• [Records for this exercise]:
━━━━━━━━
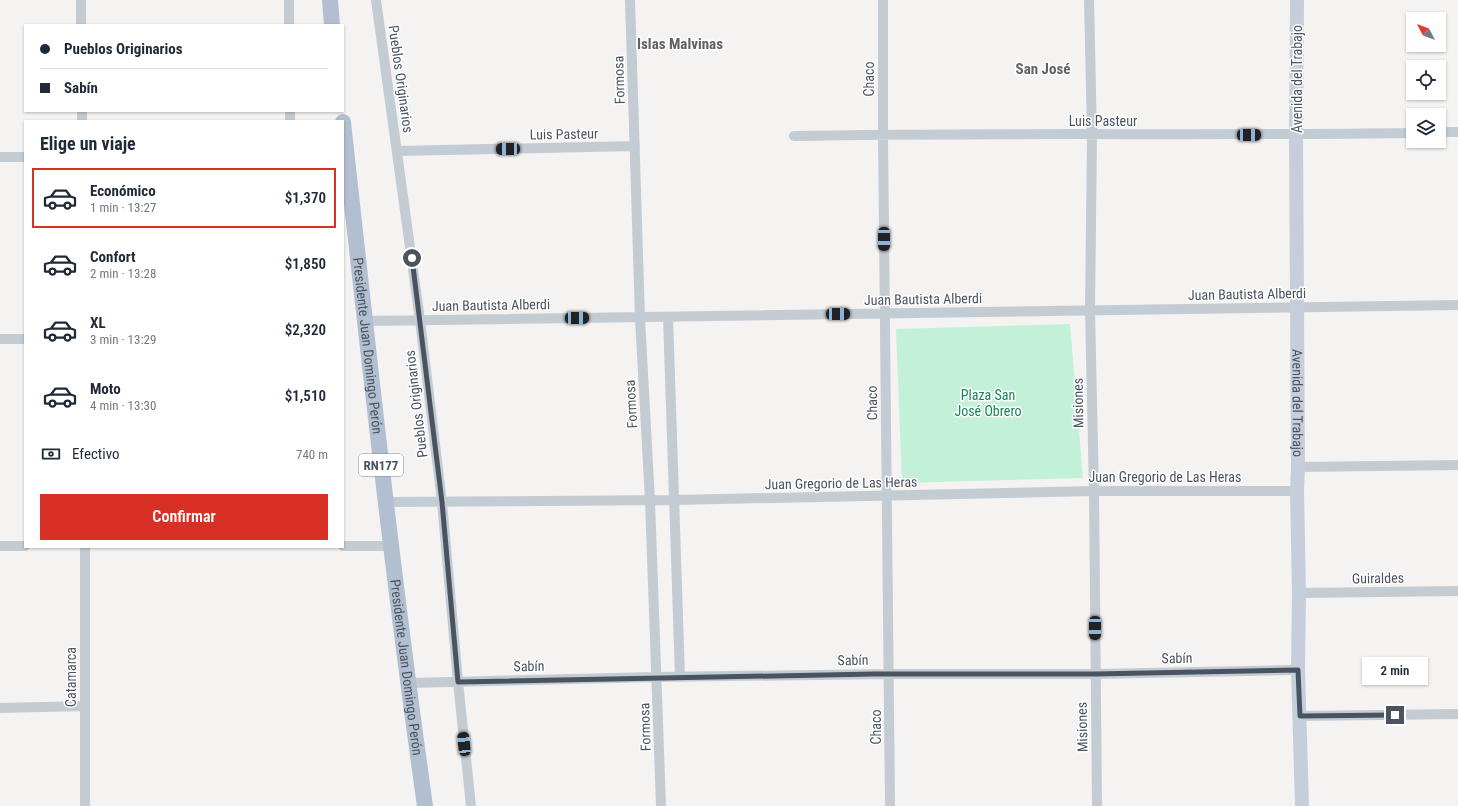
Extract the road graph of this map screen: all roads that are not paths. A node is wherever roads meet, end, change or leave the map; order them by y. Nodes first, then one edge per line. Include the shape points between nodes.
1 (81, 0) edge
2 (289, 0) edge
3 (330, 0) edge
4 (376, 0) edge
5 (630, 0) edge
6 (883, 0) edge
7 (1089, 0) edge
8 (1297, 0) edge
9 (81, 24) edge
10 (290, 24) edge
11 (332, 24) edge
12 (344, 131) edge
13 (1446, 132) edge
14 (1458, 132) edge
15 (1406, 133) edge
16 (883, 135) junction
17 (1092, 135) junction
18 (1296, 135) junction
19 (794, 136) dead end
20 (635, 146) junction
21 (397, 151) junction
22 (0, 157) edge
23 (24, 157) edge
24 (1458, 305) edge
25 (1298, 308) junction
26 (1090, 311) junction
27 (885, 314) junction
28 (668, 317) junction
29 (640, 318) junction
30 (420, 320) junction
31 (365, 321) junction
32 (24, 339) edge
33 (0, 340) edge
34 (1458, 465) edge
35 (1298, 467) junction
36 (1094, 491) junction
37 (1297, 491) junction
38 (887, 496) junction
39 (650, 500) junction
40 (674, 500) junction
41 (385, 502) junction
42 (442, 502) junction
43 (0, 546) edge
44 (24, 546) edge
45 (344, 546) edge
46 (390, 546) junction
47 (85, 548) edge
48 (1458, 591) edge
49 (1299, 592) junction
50 (1298, 670) junction
51 (889, 674) junction
52 (1095, 674) junction
53 (657, 677) junction
54 (680, 677) junction
55 (458, 682) junction
56 (408, 684) junction
57 (85, 706) junction
58 (0, 708) edge
59 (1458, 714) edge
60 (1300, 716) junction
61 (85, 806) edge
62 (425, 806) edge
63 (471, 806) edge
64 (661, 806) edge
65 (890, 806) edge
66 (1097, 806) edge
67 (1302, 806) edge

1 - 9 street
2 - 10 street
3 - 11 main road
4 - 21 street, Pueblos Originarios
5 - 20 street, Formosa
6 - 16 street, Chaco
7 - 17 street, Misiones
8 - 18 main road, Avenida del Trabajo
12 - 31 main road, Presidente Juan Domingo Perón / RN177
13 - 14 street
15 - 18 street, Luis Pasteur
16 - 17 street, Luis Pasteur
16 - 19 street, Luis Pasteur
16 - 27 street, Chaco
17 - 18 street, Luis Pasteur
17 - 26 street, Misiones
18 - 25 main road, Avenida del Trabajo
20 - 21 street, Luis Pasteur
20 - 29 street, Formosa
21 - 30 street, Pueblos Originarios
22 - 23 street
24 - 25 street, Juan Bautista Alberdi
25 - 26 street, Juan Bautista Alberdi
25 - 35 main road, Avenida del Trabajo
26 - 27 street, Juan Bautista Alberdi
26 - 36 street, Misiones
27 - 28 street, Juan Bautista Alberdi
27 - 38 street, Chaco
28 - 29 street, Juan Bautista Alberdi
28 - 40 street
29 - 30 street, Juan Bautista Alberdi
29 - 39 street, Formosa
30 - 31 street, Juan Bautista Alberdi
30 - 42 street, Pueblos Originarios
31 - 41 main road, Presidente Juan Domingo Perón / RN177
32 - 33 street
34 - 35 street
35 - 37 main road, Avenida del Trabajo
36 - 37 street, Juan Gregorio de Las Heras
36 - 38 street, Juan Gregorio de Las Heras
36 - 52 street, Misiones
37 - 49 main road, Avenida del Trabajo
38 - 40 street, Juan Gregorio de Las Heras
38 - 51 street, Chaco
39 - 40 street, Juan Gregorio de Las Heras
39 - 42 street, Juan Gregorio de Las Heras
39 - 53 street, Formosa
40 - 54 street
41 - 42 street, Juan Gregorio de Las Heras
41 - 46 main road, Presidente Juan Domingo Perón / RN177
42 - 55 street, Pueblos Originarios
43 - 44 street
45 - 46 street
46 - 56 main road, Presidente Juan Domingo Perón / RN177
47 - 57 street, Catamarca
48 - 49 street, Guiraldes
49 - 50 main road, Avenida del Trabajo
50 - 52 street, Sabín
50 - 60 main road, Avenida del Trabajo
51 - 52 street, Sabín
51 - 54 street, Sabín
51 - 65 street, Chaco
52 - 66 street, Misiones
53 - 54 street, Sabín
53 - 55 street, Sabín
53 - 64 street, Formosa
55 - 56 street, Sabín
55 - 63 street, Pueblos Originarios
56 - 62 main road, Presidente Juan Domingo Perón / RN177
57 - 58 street
57 - 61 street, Catamarca
59 - 60 street
60 - 67 main road, Avenida del Trabajo

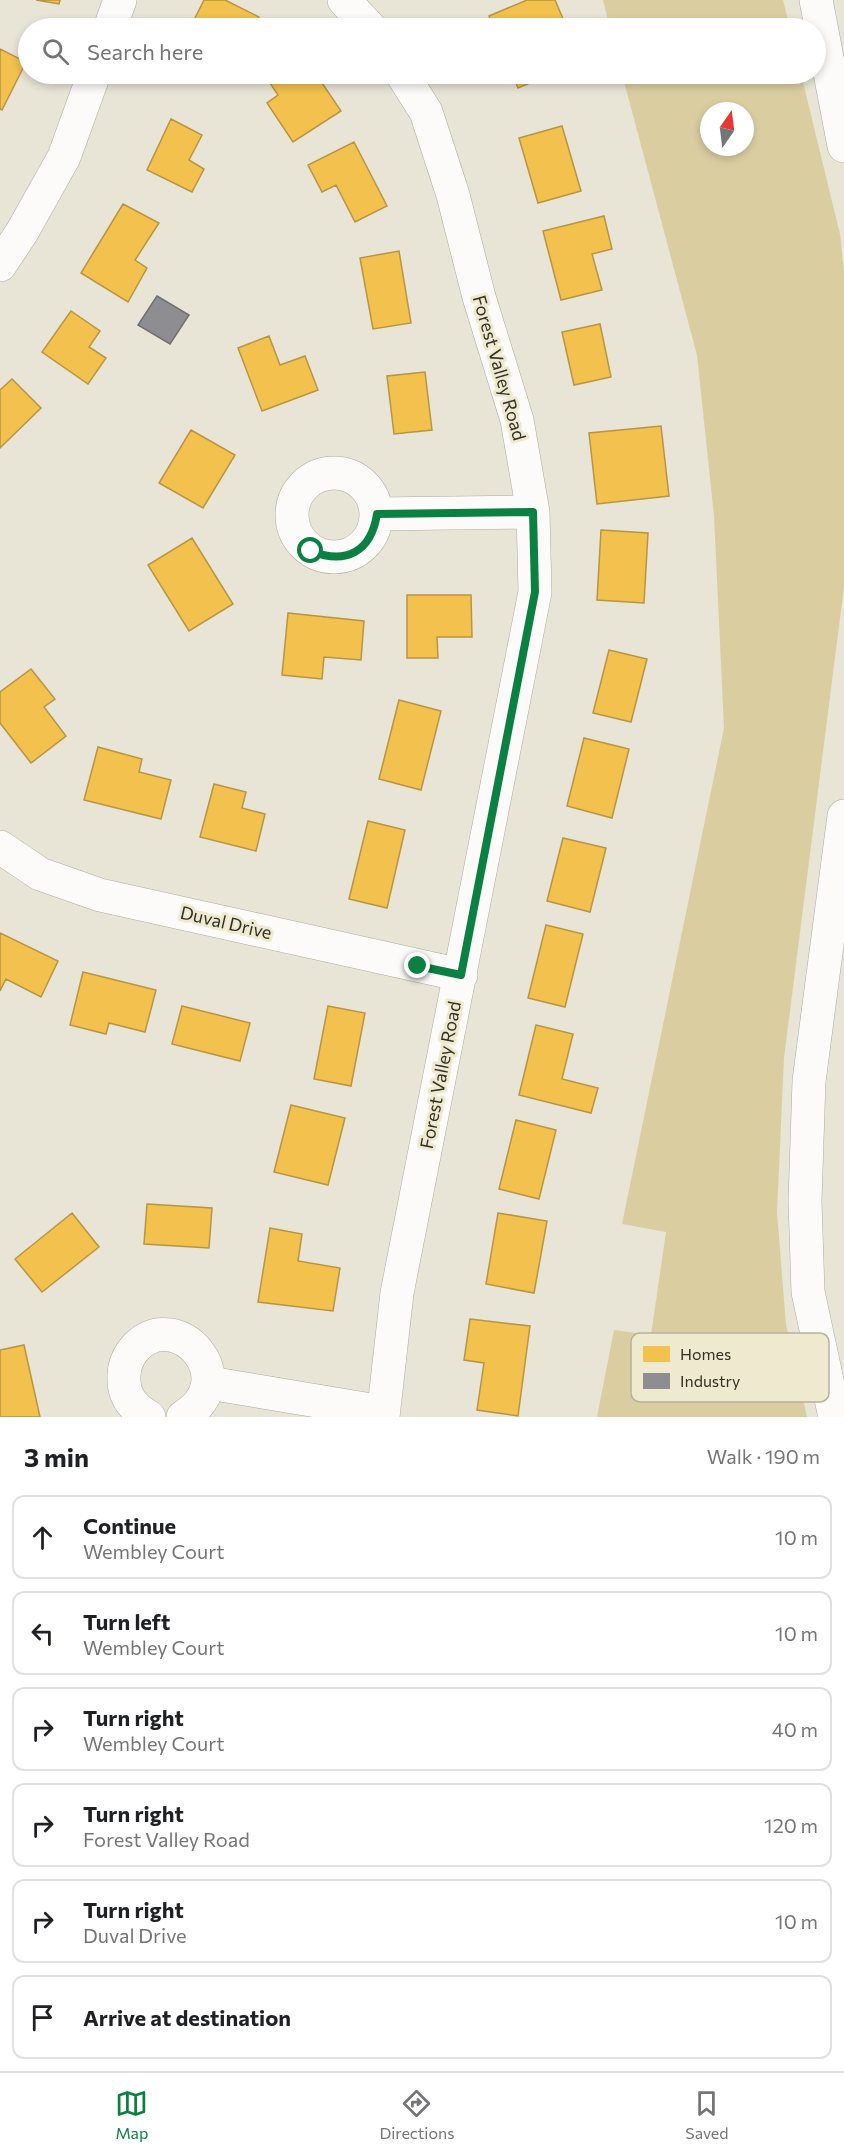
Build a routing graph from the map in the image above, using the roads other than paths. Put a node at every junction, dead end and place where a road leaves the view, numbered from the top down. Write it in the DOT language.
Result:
graph roads {
  1 [pos="120,0"];
  2 [pos="345,0"];
  3 [pos="816,0"];
  4 [pos="114,18"];
  5 [pos="361,18"];
  6 [pos="819,18"];
  7 [pos="826,52"];
  8 [pos="90,84"];
  9 [pos="408,84"];
  10 [pos="844,146"];
  11 [pos="0,265"];
  12 [pos="533,512"];
  13 [pos="377,514"];
  14 [pos="844,816"];
  15 [pos="0,846"];
  16 [pos="461,975"];
  17 [pos="817,1333"];
  18 [pos="208,1383"];
  19 [pos="829,1389"];
  20 [pos="383,1414"];
  21 [pos="149,1417"];
  22 [pos="183,1417"];
  23 [pos="835,1417"];
  1 -- 4 [label="main road"];
  2 -- 5 [label="main road"];
  3 -- 6 [label="main road"];
  7 -- 10 [label="main road"];
  8 -- 11 [label="main road"];
  9 -- 12 [label="main road, Forest Valley Road"];
  12 -- 13 [label="main road"];
  12 -- 16 [label="main road, Forest Valley Road"];
  14 -- 17 [label="main road"];
  15 -- 16 [label="main road, Duval Drive"];
  16 -- 20 [label="main road, Forest Valley Road"];
  18 -- 20 [label="main road"];
  18 -- 21 [label="main road"];
  18 -- 22 [label="main road"];
  19 -- 23 [label="main road"];
}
━━━━━━━━
• [Your assignment]: Without the pictures, copy all of the entries exactly as they appear.

• [Response to the exercise]:
Extract the road graph of this map screen: all roads that are not paths. A node is wherever roads meet, end, change or leave the map; order them by y. Nodes first, then one edge per line. Include the shape points between nodes.
1 (81, 0) edge
2 (289, 0) edge
3 (330, 0) edge
4 (376, 0) edge
5 (630, 0) edge
6 (883, 0) edge
7 (1089, 0) edge
8 (1297, 0) edge
9 (81, 24) edge
10 (290, 24) edge
11 (332, 24) edge
12 (344, 131) edge
13 (1446, 132) edge
14 (1458, 132) edge
15 (1406, 133) edge
16 (883, 135) junction
17 (1092, 135) junction
18 (1296, 135) junction
19 (794, 136) dead end
20 (635, 146) junction
21 (397, 151) junction
22 (0, 157) edge
23 (24, 157) edge
24 (1458, 305) edge
25 (1298, 308) junction
26 (1090, 311) junction
27 (885, 314) junction
28 (668, 317) junction
29 (640, 318) junction
30 (420, 320) junction
31 (365, 321) junction
32 (24, 339) edge
33 (0, 340) edge
34 (1458, 465) edge
35 (1298, 467) junction
36 (1094, 491) junction
37 (1297, 491) junction
38 (887, 496) junction
39 (650, 500) junction
40 (674, 500) junction
41 (385, 502) junction
42 (442, 502) junction
43 (0, 546) edge
44 (24, 546) edge
45 (344, 546) edge
46 (390, 546) junction
47 (85, 548) edge
48 (1458, 591) edge
49 (1299, 592) junction
50 (1298, 670) junction
51 (889, 674) junction
52 (1095, 674) junction
53 (657, 677) junction
54 (680, 677) junction
55 (458, 682) junction
56 (408, 684) junction
57 (85, 706) junction
58 (0, 708) edge
59 (1458, 714) edge
60 (1300, 716) junction
61 (85, 806) edge
62 (425, 806) edge
63 (471, 806) edge
64 (661, 806) edge
65 (890, 806) edge
66 (1097, 806) edge
67 (1302, 806) edge

1 - 9 street
2 - 10 street
3 - 11 main road
4 - 21 street, Pueblos Originarios
5 - 20 street, Formosa
6 - 16 street, Chaco
7 - 17 street, Misiones
8 - 18 main road, Avenida del Trabajo
12 - 31 main road, Presidente Juan Domingo Perón / RN177
13 - 14 street
15 - 18 street, Luis Pasteur
16 - 17 street, Luis Pasteur
16 - 19 street, Luis Pasteur
16 - 27 street, Chaco
17 - 18 street, Luis Pasteur
17 - 26 street, Misiones
18 - 25 main road, Avenida del Trabajo
20 - 21 street, Luis Pasteur
20 - 29 street, Formosa
21 - 30 street, Pueblos Originarios
22 - 23 street
24 - 25 street, Juan Bautista Alberdi
25 - 26 street, Juan Bautista Alberdi
25 - 35 main road, Avenida del Trabajo
26 - 27 street, Juan Bautista Alberdi
26 - 36 street, Misiones
27 - 28 street, Juan Bautista Alberdi
27 - 38 street, Chaco
28 - 29 street, Juan Bautista Alberdi
28 - 40 street
29 - 30 street, Juan Bautista Alberdi
29 - 39 street, Formosa
30 - 31 street, Juan Bautista Alberdi
30 - 42 street, Pueblos Originarios
31 - 41 main road, Presidente Juan Domingo Perón / RN177
32 - 33 street
34 - 35 street
35 - 37 main road, Avenida del Trabajo
36 - 37 street, Juan Gregorio de Las Heras
36 - 38 street, Juan Gregorio de Las Heras
36 - 52 street, Misiones
37 - 49 main road, Avenida del Trabajo
38 - 40 street, Juan Gregorio de Las Heras
38 - 51 street, Chaco
39 - 40 street, Juan Gregorio de Las Heras
39 - 42 street, Juan Gregorio de Las Heras
39 - 53 street, Formosa
40 - 54 street
41 - 42 street, Juan Gregorio de Las Heras
41 - 46 main road, Presidente Juan Domingo Perón / RN177
42 - 55 street, Pueblos Originarios
43 - 44 street
45 - 46 street
46 - 56 main road, Presidente Juan Domingo Perón / RN177
47 - 57 street, Catamarca
48 - 49 street, Guiraldes
49 - 50 main road, Avenida del Trabajo
50 - 52 street, Sabín
50 - 60 main road, Avenida del Trabajo
51 - 52 street, Sabín
51 - 54 street, Sabín
51 - 65 street, Chaco
52 - 66 street, Misiones
53 - 54 street, Sabín
53 - 55 street, Sabín
53 - 64 street, Formosa
55 - 56 street, Sabín
55 - 63 street, Pueblos Originarios
56 - 62 main road, Presidente Juan Domingo Perón / RN177
57 - 58 street
57 - 61 street, Catamarca
59 - 60 street
60 - 67 main road, Avenida del Trabajo

Build a routing graph from the map in the image above, using the roads other than paths. Put a node at every junction, dead end and place where a road leaves the view, numbered from the top down. Write it in the DOT language.
Result:
graph roads {
  1 [pos="120,0"];
  2 [pos="345,0"];
  3 [pos="816,0"];
  4 [pos="114,18"];
  5 [pos="361,18"];
  6 [pos="819,18"];
  7 [pos="826,52"];
  8 [pos="90,84"];
  9 [pos="408,84"];
  10 [pos="844,146"];
  11 [pos="0,265"];
  12 [pos="533,512"];
  13 [pos="377,514"];
  14 [pos="844,816"];
  15 [pos="0,846"];
  16 [pos="461,975"];
  17 [pos="817,1333"];
  18 [pos="208,1383"];
  19 [pos="829,1389"];
  20 [pos="383,1414"];
  21 [pos="149,1417"];
  22 [pos="183,1417"];
  23 [pos="835,1417"];
  1 -- 4 [label="main road"];
  2 -- 5 [label="main road"];
  3 -- 6 [label="main road"];
  7 -- 10 [label="main road"];
  8 -- 11 [label="main road"];
  9 -- 12 [label="main road, Forest Valley Road"];
  12 -- 13 [label="main road"];
  12 -- 16 [label="main road, Forest Valley Road"];
  14 -- 17 [label="main road"];
  15 -- 16 [label="main road, Duval Drive"];
  16 -- 20 [label="main road, Forest Valley Road"];
  18 -- 20 [label="main road"];
  18 -- 21 [label="main road"];
  18 -- 22 [label="main road"];
  19 -- 23 [label="main road"];
}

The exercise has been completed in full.